Are you a master speaker, Jacques?
Timothy asked an interesting and difficult question to answer (for me at least). He asked, if there are beginner, intermediate and master speakers, where would Bonsai and I peg ourselves? Bonsai was emphatic, he classed himself as a master speaker. For me that is a difficult question to answer. It is probably my personality type, but I’m extremely hard on myself so I seldom think I’m a master at anything (even though outsiders praise me on some of the work I do). So, I gave this lame answer. “Uh, I would peg myself from intermediate going to master.” I don’t even know what a good answer would be. Maybe, “If you believe your own PR and think you’ve mastered something, then you’re not a master yet.”
So, if you’re a speaker and you’ve read this far, how do you know if you’re a master speaker? I’d love to hear your opinion in the comment section below.
Black and White
We then went to how we would pitch to different types of audiences. And, being South Africa it typically broke into two
audiences – black and white. And, we even discussed a Muslim audience. So, all political correctness went out the window and we went there. I was of the opinion that predominantly black audience are comfortable with a ‘preacher’ type of speaker who pushes a religious agenda. And, when speaking to a predominantly white audience, religion would be taboo. Finally, Bonsai agreed with something I said :-).
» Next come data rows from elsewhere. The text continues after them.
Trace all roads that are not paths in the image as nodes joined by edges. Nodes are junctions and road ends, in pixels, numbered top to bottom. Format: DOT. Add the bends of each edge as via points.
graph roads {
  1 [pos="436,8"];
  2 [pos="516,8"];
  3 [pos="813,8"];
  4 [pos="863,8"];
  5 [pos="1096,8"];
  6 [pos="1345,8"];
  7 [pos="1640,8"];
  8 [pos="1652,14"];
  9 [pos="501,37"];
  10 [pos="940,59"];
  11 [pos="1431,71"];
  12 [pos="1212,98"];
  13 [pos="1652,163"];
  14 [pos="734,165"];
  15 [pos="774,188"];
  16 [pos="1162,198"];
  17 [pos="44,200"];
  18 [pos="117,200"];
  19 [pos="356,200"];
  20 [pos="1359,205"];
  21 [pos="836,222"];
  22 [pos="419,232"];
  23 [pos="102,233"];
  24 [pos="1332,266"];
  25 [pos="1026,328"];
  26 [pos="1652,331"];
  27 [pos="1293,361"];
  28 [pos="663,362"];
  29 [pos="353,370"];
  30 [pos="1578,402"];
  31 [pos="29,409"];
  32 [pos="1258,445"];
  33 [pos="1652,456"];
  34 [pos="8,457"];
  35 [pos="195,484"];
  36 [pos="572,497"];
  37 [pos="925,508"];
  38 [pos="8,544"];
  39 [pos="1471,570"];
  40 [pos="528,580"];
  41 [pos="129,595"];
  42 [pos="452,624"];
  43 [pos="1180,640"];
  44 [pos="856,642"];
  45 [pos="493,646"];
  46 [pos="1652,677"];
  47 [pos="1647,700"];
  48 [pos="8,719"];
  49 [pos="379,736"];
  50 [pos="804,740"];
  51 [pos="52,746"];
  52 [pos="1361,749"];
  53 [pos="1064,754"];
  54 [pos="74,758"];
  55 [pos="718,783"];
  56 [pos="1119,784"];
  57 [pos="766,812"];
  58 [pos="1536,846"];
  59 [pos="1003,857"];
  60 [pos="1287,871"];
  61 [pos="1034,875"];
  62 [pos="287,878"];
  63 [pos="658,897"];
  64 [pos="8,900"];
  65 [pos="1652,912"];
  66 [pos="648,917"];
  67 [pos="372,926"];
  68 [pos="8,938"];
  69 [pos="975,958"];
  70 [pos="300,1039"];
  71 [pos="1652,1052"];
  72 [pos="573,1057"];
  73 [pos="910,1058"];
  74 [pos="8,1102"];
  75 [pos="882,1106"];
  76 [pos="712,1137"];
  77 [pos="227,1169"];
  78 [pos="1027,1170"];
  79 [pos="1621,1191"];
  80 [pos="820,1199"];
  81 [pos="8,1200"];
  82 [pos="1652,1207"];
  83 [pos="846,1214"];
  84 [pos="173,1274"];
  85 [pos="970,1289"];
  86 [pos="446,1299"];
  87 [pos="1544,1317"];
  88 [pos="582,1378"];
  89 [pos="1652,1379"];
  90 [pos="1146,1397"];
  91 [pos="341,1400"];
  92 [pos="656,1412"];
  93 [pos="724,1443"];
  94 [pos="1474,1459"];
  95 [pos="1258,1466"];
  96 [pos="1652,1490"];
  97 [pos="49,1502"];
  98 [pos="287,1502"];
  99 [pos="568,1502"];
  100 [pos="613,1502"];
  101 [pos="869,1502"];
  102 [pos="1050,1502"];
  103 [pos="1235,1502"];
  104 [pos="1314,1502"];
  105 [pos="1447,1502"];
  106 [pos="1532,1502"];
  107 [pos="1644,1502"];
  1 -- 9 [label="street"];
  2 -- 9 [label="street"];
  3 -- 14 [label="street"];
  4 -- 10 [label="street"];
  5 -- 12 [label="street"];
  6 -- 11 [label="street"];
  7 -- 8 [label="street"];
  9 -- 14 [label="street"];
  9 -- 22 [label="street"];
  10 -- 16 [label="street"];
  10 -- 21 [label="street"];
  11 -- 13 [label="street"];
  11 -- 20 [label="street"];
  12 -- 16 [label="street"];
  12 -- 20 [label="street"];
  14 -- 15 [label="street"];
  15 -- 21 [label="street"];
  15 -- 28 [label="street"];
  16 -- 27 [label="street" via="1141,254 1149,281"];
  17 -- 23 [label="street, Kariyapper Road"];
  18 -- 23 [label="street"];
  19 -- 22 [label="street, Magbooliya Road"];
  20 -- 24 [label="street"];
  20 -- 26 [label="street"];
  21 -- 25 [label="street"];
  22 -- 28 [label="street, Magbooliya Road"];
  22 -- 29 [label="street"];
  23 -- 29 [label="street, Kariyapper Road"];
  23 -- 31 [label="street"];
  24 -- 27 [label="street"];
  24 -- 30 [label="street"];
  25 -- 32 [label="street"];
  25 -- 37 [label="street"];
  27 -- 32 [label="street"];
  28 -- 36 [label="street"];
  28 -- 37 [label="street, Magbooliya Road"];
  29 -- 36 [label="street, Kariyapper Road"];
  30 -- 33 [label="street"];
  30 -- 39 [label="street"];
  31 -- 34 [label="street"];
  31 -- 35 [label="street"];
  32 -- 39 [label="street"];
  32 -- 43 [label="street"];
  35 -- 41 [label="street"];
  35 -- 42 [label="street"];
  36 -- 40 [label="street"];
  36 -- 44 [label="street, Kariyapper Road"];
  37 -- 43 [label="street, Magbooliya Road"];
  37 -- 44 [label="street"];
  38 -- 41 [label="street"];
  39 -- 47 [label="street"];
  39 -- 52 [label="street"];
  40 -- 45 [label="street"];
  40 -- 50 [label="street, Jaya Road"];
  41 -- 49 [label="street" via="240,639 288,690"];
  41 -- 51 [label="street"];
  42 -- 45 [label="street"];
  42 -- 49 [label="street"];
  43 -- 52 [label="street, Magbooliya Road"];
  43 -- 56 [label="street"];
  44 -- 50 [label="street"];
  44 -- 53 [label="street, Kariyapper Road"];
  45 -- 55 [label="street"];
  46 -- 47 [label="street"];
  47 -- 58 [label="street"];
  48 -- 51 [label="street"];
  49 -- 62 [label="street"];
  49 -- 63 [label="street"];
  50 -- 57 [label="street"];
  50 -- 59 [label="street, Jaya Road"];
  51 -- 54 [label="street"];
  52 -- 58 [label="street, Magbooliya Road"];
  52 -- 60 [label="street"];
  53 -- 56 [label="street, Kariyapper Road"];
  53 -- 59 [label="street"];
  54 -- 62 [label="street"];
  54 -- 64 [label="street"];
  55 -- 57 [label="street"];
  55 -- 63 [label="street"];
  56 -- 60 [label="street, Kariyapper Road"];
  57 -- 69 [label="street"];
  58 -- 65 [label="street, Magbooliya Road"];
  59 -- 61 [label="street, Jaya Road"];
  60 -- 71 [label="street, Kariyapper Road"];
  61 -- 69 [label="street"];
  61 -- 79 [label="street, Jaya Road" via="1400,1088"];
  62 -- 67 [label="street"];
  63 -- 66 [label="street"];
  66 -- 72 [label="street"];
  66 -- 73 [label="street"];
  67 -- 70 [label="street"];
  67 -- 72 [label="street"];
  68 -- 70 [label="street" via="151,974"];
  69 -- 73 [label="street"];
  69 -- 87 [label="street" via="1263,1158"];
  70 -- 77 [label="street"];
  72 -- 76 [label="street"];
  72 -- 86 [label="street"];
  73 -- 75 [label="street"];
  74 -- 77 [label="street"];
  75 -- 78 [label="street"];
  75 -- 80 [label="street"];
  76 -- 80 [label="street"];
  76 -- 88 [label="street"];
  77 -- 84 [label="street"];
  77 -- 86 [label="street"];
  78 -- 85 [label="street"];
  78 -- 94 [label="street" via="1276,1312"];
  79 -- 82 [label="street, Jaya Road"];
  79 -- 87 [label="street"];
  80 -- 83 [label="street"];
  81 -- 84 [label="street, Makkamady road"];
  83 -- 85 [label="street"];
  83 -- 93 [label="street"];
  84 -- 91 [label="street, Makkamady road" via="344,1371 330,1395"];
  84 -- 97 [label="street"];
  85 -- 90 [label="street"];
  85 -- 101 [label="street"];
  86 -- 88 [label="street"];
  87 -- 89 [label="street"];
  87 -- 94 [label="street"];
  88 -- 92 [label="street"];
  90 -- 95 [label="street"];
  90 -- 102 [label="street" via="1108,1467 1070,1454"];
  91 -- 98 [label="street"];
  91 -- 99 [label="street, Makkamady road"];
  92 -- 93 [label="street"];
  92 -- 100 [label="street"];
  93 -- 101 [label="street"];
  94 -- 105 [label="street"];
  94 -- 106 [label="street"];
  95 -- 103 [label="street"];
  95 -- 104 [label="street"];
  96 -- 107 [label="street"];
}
I’m not sure that the interview went where Timothy wanted it to go. But, since Cliff Central is #unscripted #uncensored and #unradio, he rolled with the punches really well. And, gave as good as he got.
If you know his work, you’ll know behind that persona, lies a massive intellect. He is the author of three books including, Soul to Sole and has too many projects on the go for me to mention here.
And, of course, oodles of charm. Timothy was kind enough to say this to me after the interview: “Thanks for making the interview memorable. This is why I wanted you.”
If you’d like to listen to the podcast you can find it here on Cliff Central.
* Photo (from left to right): Jacques de Villiers, Timothy Maurice Webster, Bonsai Shongwe and Rianette Leibowitz. I’m really fond of Rianette because she works for a non-profit with my friend Monique Strydom called Matla A Bana, a voice against child abuse. This is a cause that is really close to my heart. Some of you will remember that the Professional Speakers Association of Southern Africa collected R27 000 for the cause.